[Aim of the exercise] A word-for-word reproduction of the listing is required.

[Recorded information]
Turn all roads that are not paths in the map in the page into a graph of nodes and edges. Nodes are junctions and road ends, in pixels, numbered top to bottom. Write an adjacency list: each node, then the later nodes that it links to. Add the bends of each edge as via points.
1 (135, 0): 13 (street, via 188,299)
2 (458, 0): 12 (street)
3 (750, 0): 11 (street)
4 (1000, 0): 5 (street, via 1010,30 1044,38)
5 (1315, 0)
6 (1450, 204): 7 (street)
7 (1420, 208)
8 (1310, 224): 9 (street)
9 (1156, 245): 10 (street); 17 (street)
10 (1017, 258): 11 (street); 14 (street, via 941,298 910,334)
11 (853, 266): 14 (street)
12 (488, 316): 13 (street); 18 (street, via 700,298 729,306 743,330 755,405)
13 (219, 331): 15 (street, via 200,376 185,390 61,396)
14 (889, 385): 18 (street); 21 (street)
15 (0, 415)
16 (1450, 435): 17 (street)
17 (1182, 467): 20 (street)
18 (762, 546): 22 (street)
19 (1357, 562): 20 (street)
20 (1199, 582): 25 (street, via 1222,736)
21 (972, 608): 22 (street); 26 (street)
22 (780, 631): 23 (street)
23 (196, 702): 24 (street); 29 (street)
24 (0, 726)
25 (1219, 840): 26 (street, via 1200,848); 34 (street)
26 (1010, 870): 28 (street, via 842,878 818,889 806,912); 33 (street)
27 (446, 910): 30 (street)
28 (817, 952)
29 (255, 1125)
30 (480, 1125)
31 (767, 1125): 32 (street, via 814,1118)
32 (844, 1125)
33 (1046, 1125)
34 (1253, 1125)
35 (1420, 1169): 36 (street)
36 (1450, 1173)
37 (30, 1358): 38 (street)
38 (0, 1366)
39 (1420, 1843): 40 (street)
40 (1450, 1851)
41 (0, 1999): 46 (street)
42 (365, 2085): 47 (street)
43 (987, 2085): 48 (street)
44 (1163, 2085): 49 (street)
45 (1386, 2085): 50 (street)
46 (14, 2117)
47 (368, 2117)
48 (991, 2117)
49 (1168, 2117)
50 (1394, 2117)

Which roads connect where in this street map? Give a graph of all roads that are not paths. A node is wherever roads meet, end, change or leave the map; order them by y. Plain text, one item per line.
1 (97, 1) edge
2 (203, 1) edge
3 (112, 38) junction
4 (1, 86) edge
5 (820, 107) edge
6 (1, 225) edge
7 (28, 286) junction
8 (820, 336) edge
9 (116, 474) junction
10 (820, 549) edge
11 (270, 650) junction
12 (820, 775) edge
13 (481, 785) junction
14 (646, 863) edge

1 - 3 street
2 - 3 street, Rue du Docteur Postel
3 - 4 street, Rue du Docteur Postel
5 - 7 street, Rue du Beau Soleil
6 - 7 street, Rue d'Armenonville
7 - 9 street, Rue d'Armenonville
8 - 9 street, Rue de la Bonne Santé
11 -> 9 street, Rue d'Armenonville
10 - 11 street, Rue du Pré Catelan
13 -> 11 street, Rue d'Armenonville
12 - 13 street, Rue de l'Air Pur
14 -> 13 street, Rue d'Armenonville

[Reply]
Turn all roads that are not paths in the map in the page into a graph of nodes and edges. Nodes are junctions and road ends, in pixels, numbered top to bottom. Write an adjacency list: each node, then the later nodes that it links to. Add the bends of each edge as via points.
1 (135, 0): 13 (street, via 188,299)
2 (458, 0): 12 (street)
3 (750, 0): 11 (street)
4 (1000, 0): 5 (street, via 1010,30 1044,38)
5 (1315, 0)
6 (1450, 204): 7 (street)
7 (1420, 208)
8 (1310, 224): 9 (street)
9 (1156, 245): 10 (street); 17 (street)
10 (1017, 258): 11 (street); 14 (street, via 941,298 910,334)
11 (853, 266): 14 (street)
12 (488, 316): 13 (street); 18 (street, via 700,298 729,306 743,330 755,405)
13 (219, 331): 15 (street, via 200,376 185,390 61,396)
14 (889, 385): 18 (street); 21 (street)
15 (0, 415)
16 (1450, 435): 17 (street)
17 (1182, 467): 20 (street)
18 (762, 546): 22 (street)
19 (1357, 562): 20 (street)
20 (1199, 582): 25 (street, via 1222,736)
21 (972, 608): 22 (street); 26 (street)
22 (780, 631): 23 (street)
23 (196, 702): 24 (street); 29 (street)
24 (0, 726)
25 (1219, 840): 26 (street, via 1200,848); 34 (street)
26 (1010, 870): 28 (street, via 842,878 818,889 806,912); 33 (street)
27 (446, 910): 30 (street)
28 (817, 952)
29 (255, 1125)
30 (480, 1125)
31 (767, 1125): 32 (street, via 814,1118)
32 (844, 1125)
33 (1046, 1125)
34 (1253, 1125)
35 (1420, 1169): 36 (street)
36 (1450, 1173)
37 (30, 1358): 38 (street)
38 (0, 1366)
39 (1420, 1843): 40 (street)
40 (1450, 1851)
41 (0, 1999): 46 (street)
42 (365, 2085): 47 (street)
43 (987, 2085): 48 (street)
44 (1163, 2085): 49 (street)
45 (1386, 2085): 50 (street)
46 (14, 2117)
47 (368, 2117)
48 (991, 2117)
49 (1168, 2117)
50 (1394, 2117)

Which roads connect where in this street map? Give a graph of all roads that are not paths. A node is wherever roads meet, end, change or leave the map; order them by y. Plain text, one item per line.
1 (97, 1) edge
2 (203, 1) edge
3 (112, 38) junction
4 (1, 86) edge
5 (820, 107) edge
6 (1, 225) edge
7 (28, 286) junction
8 (820, 336) edge
9 (116, 474) junction
10 (820, 549) edge
11 (270, 650) junction
12 (820, 775) edge
13 (481, 785) junction
14 (646, 863) edge

1 - 3 street
2 - 3 street, Rue du Docteur Postel
3 - 4 street, Rue du Docteur Postel
5 - 7 street, Rue du Beau Soleil
6 - 7 street, Rue d'Armenonville
7 - 9 street, Rue d'Armenonville
8 - 9 street, Rue de la Bonne Santé
11 -> 9 street, Rue d'Armenonville
10 - 11 street, Rue du Pré Catelan
13 -> 11 street, Rue d'Armenonville
12 - 13 street, Rue de l'Air Pur
14 -> 13 street, Rue d'Armenonville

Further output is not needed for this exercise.